American milk tends to be cheaper because of massive US government subsidies – like their milk floor price program and their dairy cow buyout program – it’s been estimated the US dairy industry receives $4 billion in annual subsidies. The Canadian dairy industry receives no dairy specific government subsidies. Another reason US milk is cheaper is the prevalence of gigantic industrial dairy farms that milk 5,000 to 15,000 cows three times a day. No such super-sized dairy operation exists in Canada where dairy farm size averages around 200 cows. Moderate-sized dairy farms are a deliberate though unofficial policy of dairy marketing boards and provincial governments. It means that more dairy farms are spread out across the country providing economic benefit to more local areas. If that supply management controlled distribution did not exist, only 20 super-sized industrial dairy farms all located in southern Alberta could supply the entire province. Instead our provincial needs are supplied by about 500 family dairy farms located in every agricultural zone in Alberta.

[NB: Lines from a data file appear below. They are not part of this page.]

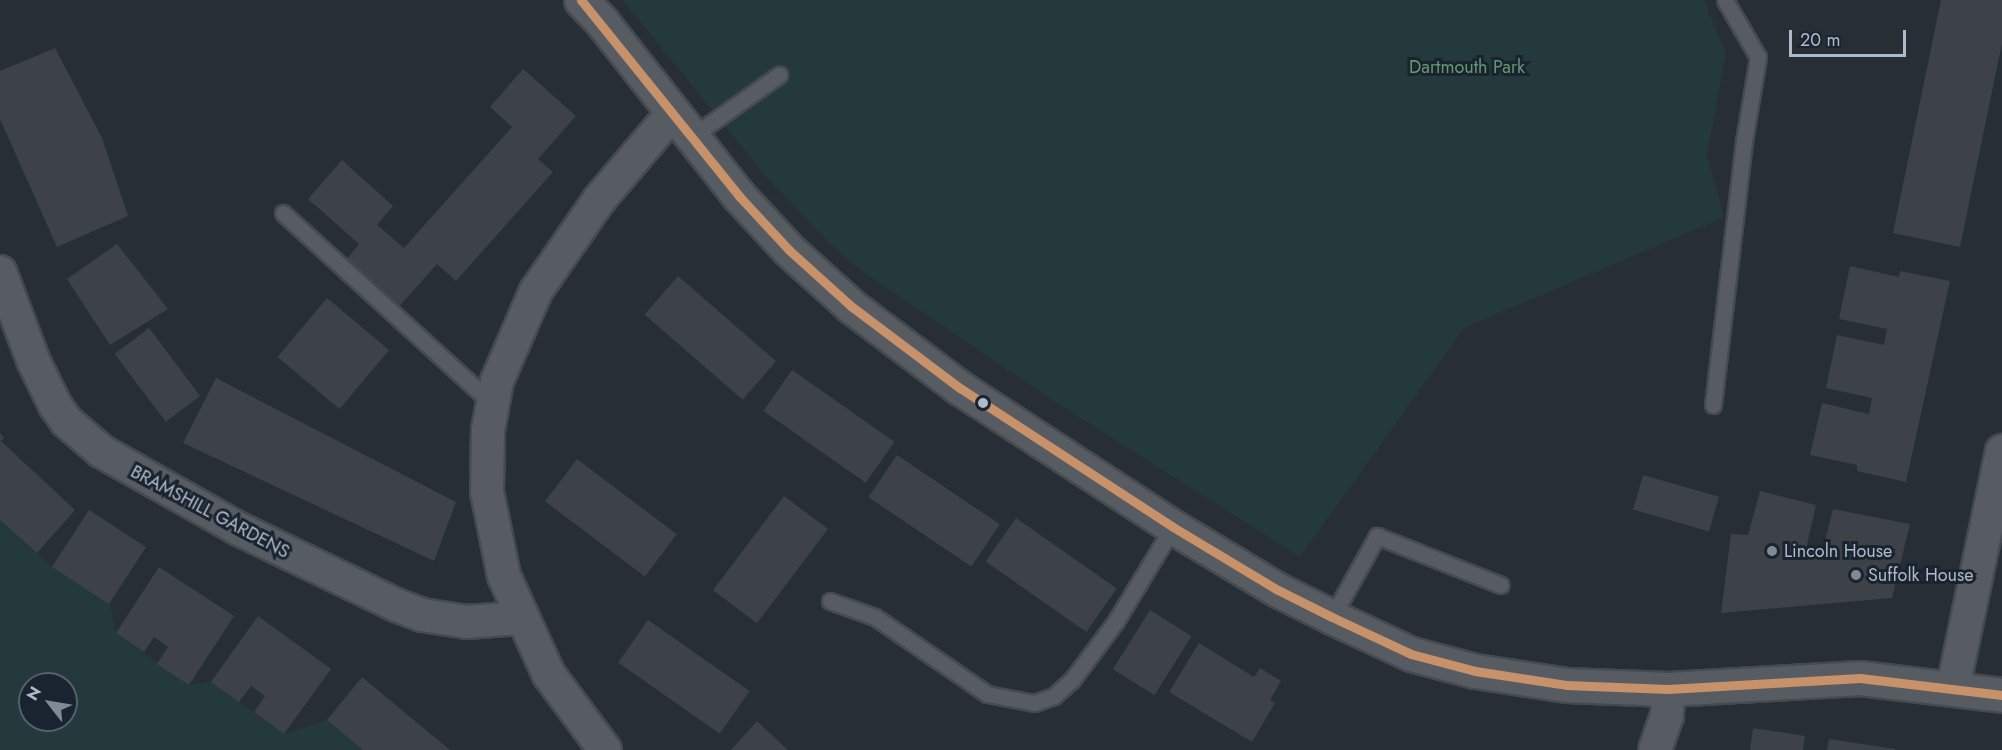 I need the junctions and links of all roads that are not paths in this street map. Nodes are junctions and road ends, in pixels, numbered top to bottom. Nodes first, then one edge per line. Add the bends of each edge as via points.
1 (581, 0) edge
2 (1725, 0) edge
3 (779, 75) dead end
4 (682, 126) junction
5 (283, 213) dead end
6 (0, 272) edge
7 (492, 403) junction
8 (1713, 405) dead end
9 (2002, 451) edge
10 (1173, 527) junction
11 (1501, 585) dead end
12 (830, 601) dead end
13 (1332, 617) junction
14 (520, 618) junction
15 (1953, 688) junction
16 (1668, 689) junction
17 (2002, 695) edge
18 (605, 750) edge
19 (1655, 750) edge

1 - 4 street
2 - 8 lane via 1758,57 1744,141
3 - 4 lane
4 - 7 street via 599,200 536,291 507,353
4 - 10 street via 789,250 851,306 960,388
5 - 7 lane
6 - 14 street, BRAMSHILL GARDENS via 33,360 55,405 66,421 101,451 237,528 422,615 467,622
7 - 14 street via 486,455 489,503 494,540
9 - 15 street
10 - 12 lane via 1116,621 1072,680 1054,696 1034,703 987,694 875,617
10 - 13 street via 1278,591
11 - 13 lane via 1377,536
13 - 16 street via 1411,654 1475,671 1566,685
14 - 18 street via 562,696
15 - 16 street via 1841,678
15 - 17 street
16 - 19 street via 1667,716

Now having said all that – if supply management were eliminated and interprovincial free trade in dairy products was the rule, Alberta could become a powerhouse in milk production. Our producers with their experience in large cattle feedlot operations, some as large as 100,000 head, have the husbandry skills, financial expertise, and land base to manage large 10,000 head dairy operations. Super-sized dairy farms would be more feasible here than in the Fraser Valley, Ontario or Quebec with their multitude of environmental, odour, and land use regulations against intensive commercial agriculture. One could see the migration of large-scale milk production to Alberta just like what occurred with the cattle feeding industry in the 1980s. In other words, Alberta benefits from both supply management and any future changes to milk production and marketing. Hopefully our government can see the wisdom of supporting both sides of the issue.